When we have wallets with those required features, and they become inventions that mother necessity, we will have truly independent customers.

And we will finally prove ProjectVRM’s prime thesis: that free customers are more valuable than captive ones—to themselves and to the marketplace.

ONDC, Beckn, and VRM

Image for: ONDC, Beckn, and VRM

This is important. Be there.

If we want VRM to prove out globally, we have to start locally. That’s what’s happening right now in India, using ONDC (the Open Network for Digital Commerce), which runs on the Beckn protocol.

ONDC is a happening thing:

One big (and essential) goal for VRM is individual customer scale across many vendors.  ONDC and Beckn are for exactly that. Here is how kaustubh yerkade explains it in Understanding Beckn Protocol: Revolutionizing Open Networks in E-commerce:

Beckn protocol in the Real World
The Beckn Protocol is part of a larger movement toward creating open digital ecosystems, particularly in India. For example, the ONDC (Open Network for Digital Commerce) initiative in India is built using the Beckn protocol, aiming to democratize e-commerce and bring small retailers into the digital economy. The Indian government supports ONDC for making digital commerce more accessible and competitive.

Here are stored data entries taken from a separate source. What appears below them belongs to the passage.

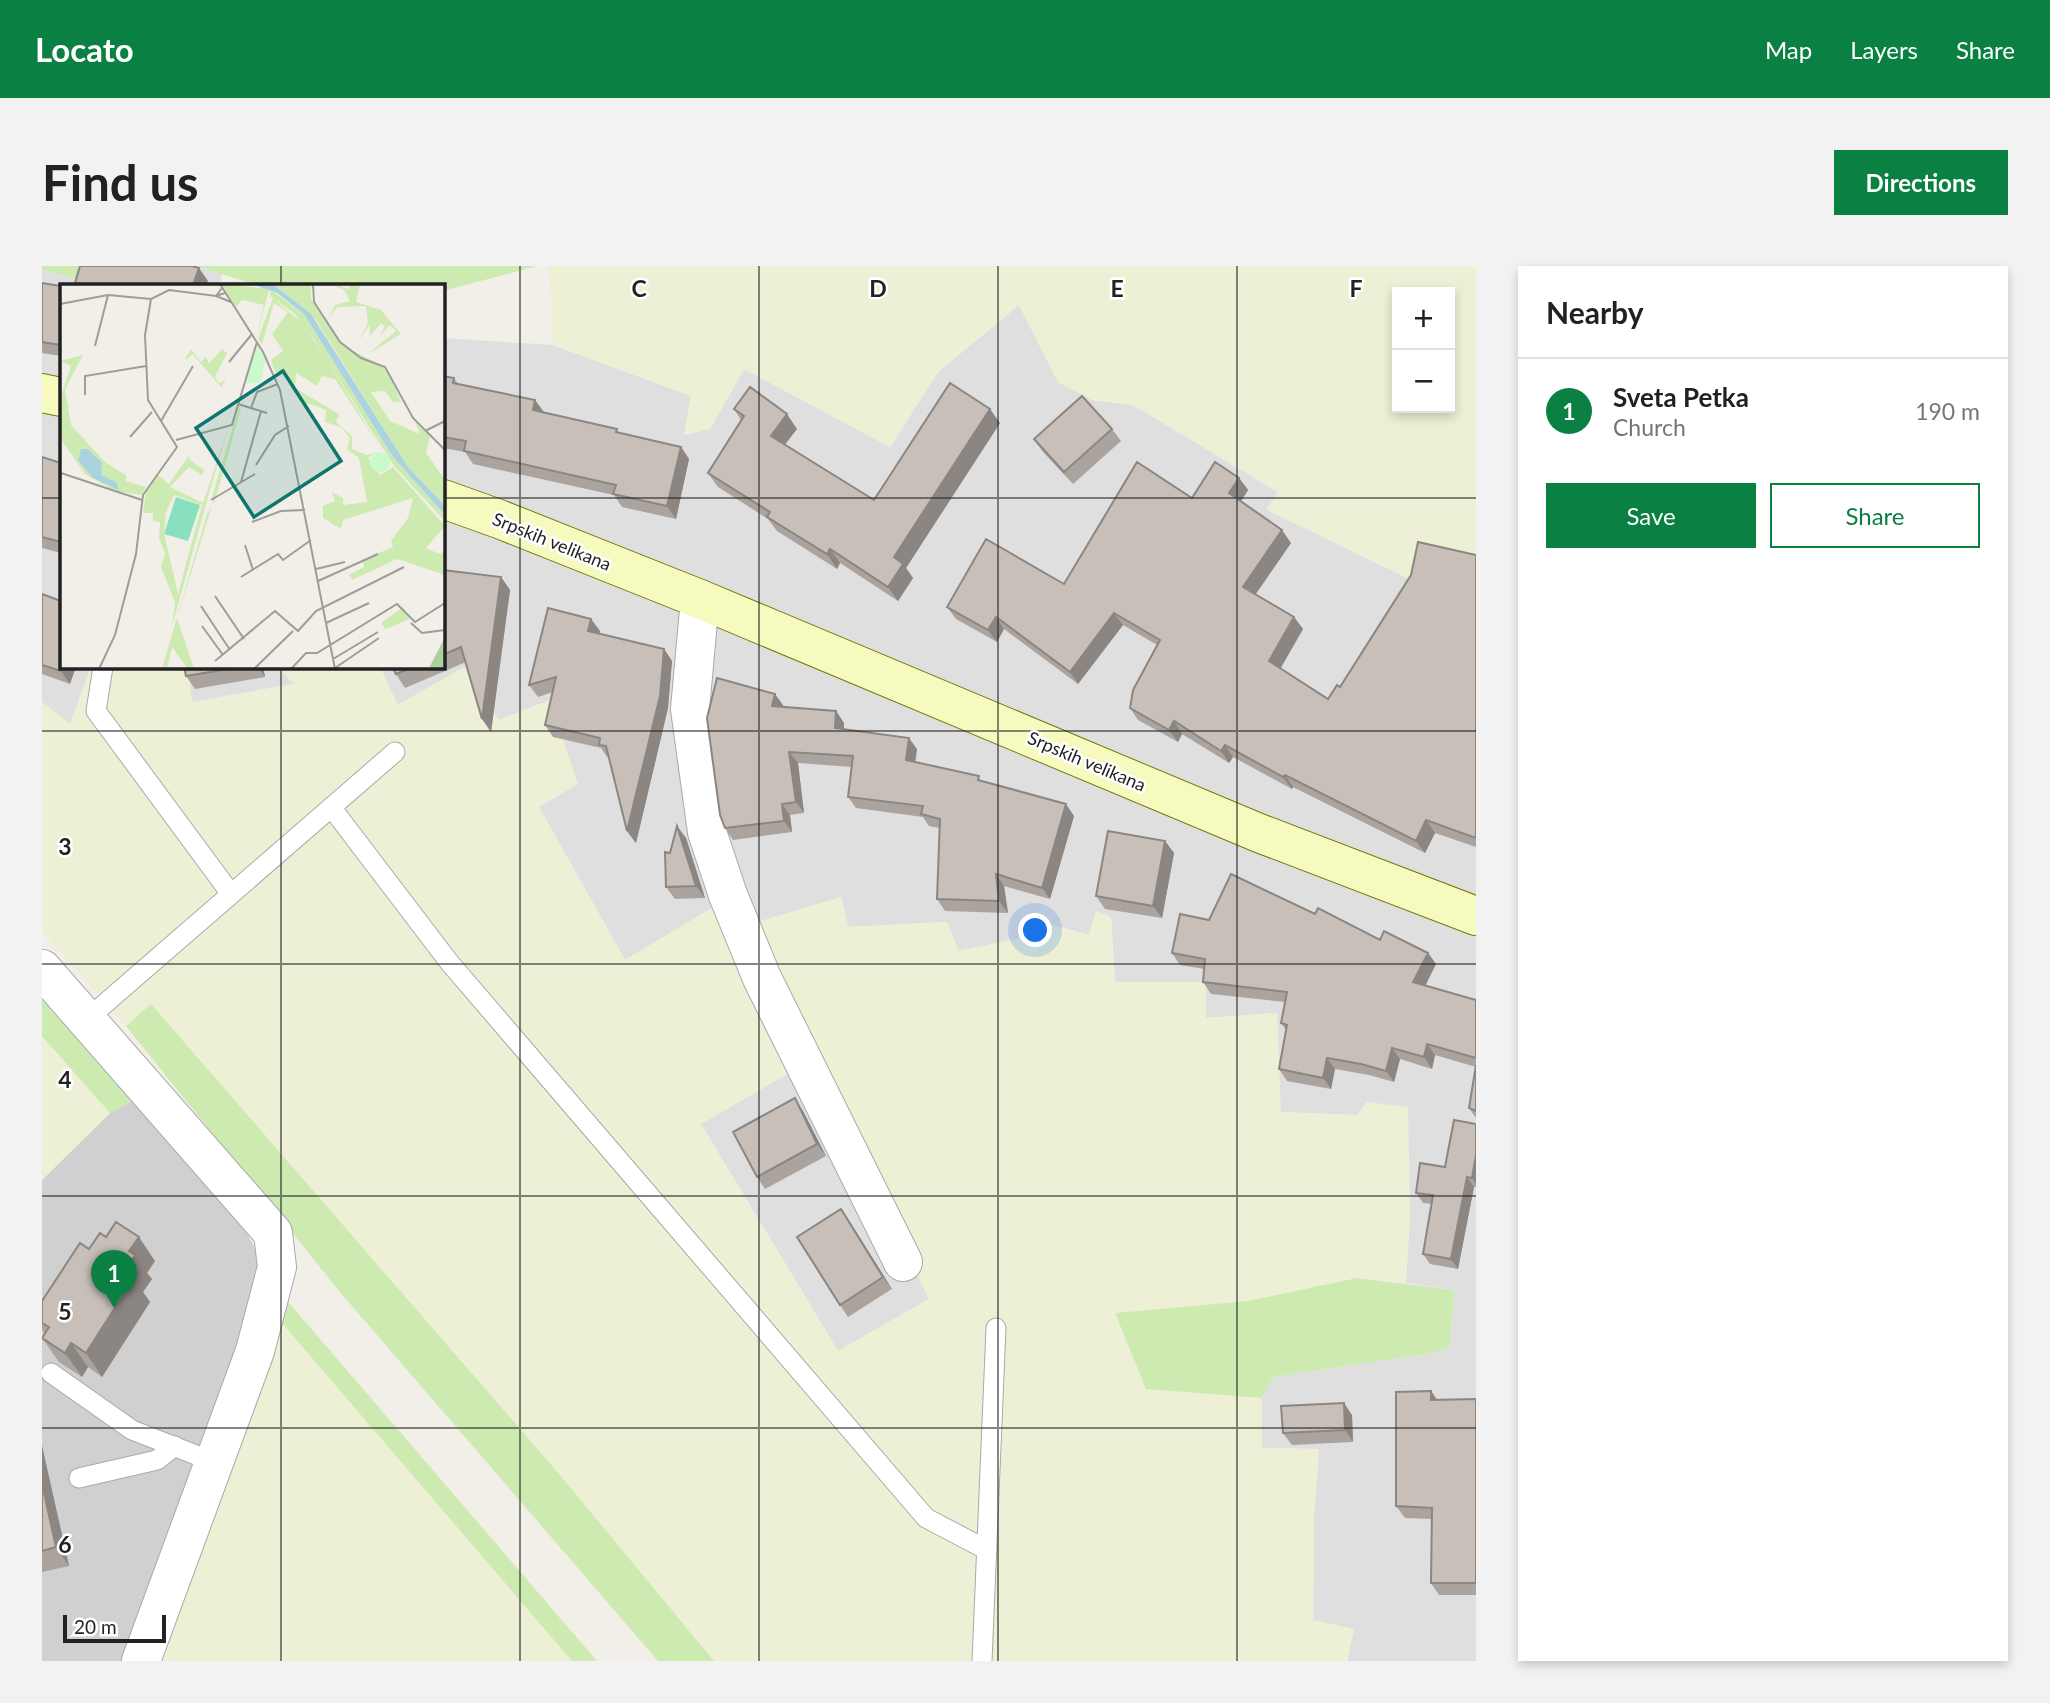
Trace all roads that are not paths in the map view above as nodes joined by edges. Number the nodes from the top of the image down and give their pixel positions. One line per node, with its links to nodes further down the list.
1 (42, 393): 2 (main road)
2 (60, 397)
3 (444, 499): 4 (main road, Srpskih velikana)
4 (700, 600): 9 (main road, Srpskih velikana); 12 (street)
5 (103, 668): 8 (lane)
6 (395, 752): 7 (lane)
7 (331, 807): 8 (lane); 18 (lane)
8 (231, 894): 11 (lane)
9 (1476, 916)
10 (42, 969): 11 (street)
11 (86, 1020): 16 (street)
12 (902, 1262)
13 (996, 1328): 18 (lane)
14 (51, 1373): 15 (lane)
15 (175, 1446): 16 (lane); 17 (lane)
16 (214, 1462): 19 (street)
17 (79, 1478)
18 (987, 1550): 20 (lane)
19 (141, 1661)
20 (982, 1661)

Here are some practical examples of how the Beckn Protocol can be used in different industries:

1. Ride-Hailing and Mobility Services
Example: Imagine a city with multiple ride-hailing services (e.g., Uber, Ola, Rapido). Instead of using individual apps for each service, a user can use one app powered by the Beckn Protocol. This app aggregates all available ride-hailing services, showing nearby cars, prices, and estimated arrival times from multiple providers. The user can choose the best option, book the ride, and pay directly through the unified app.

Benefit: Service providers gain broader visibility, and users can easily compare services in one place without switching between apps.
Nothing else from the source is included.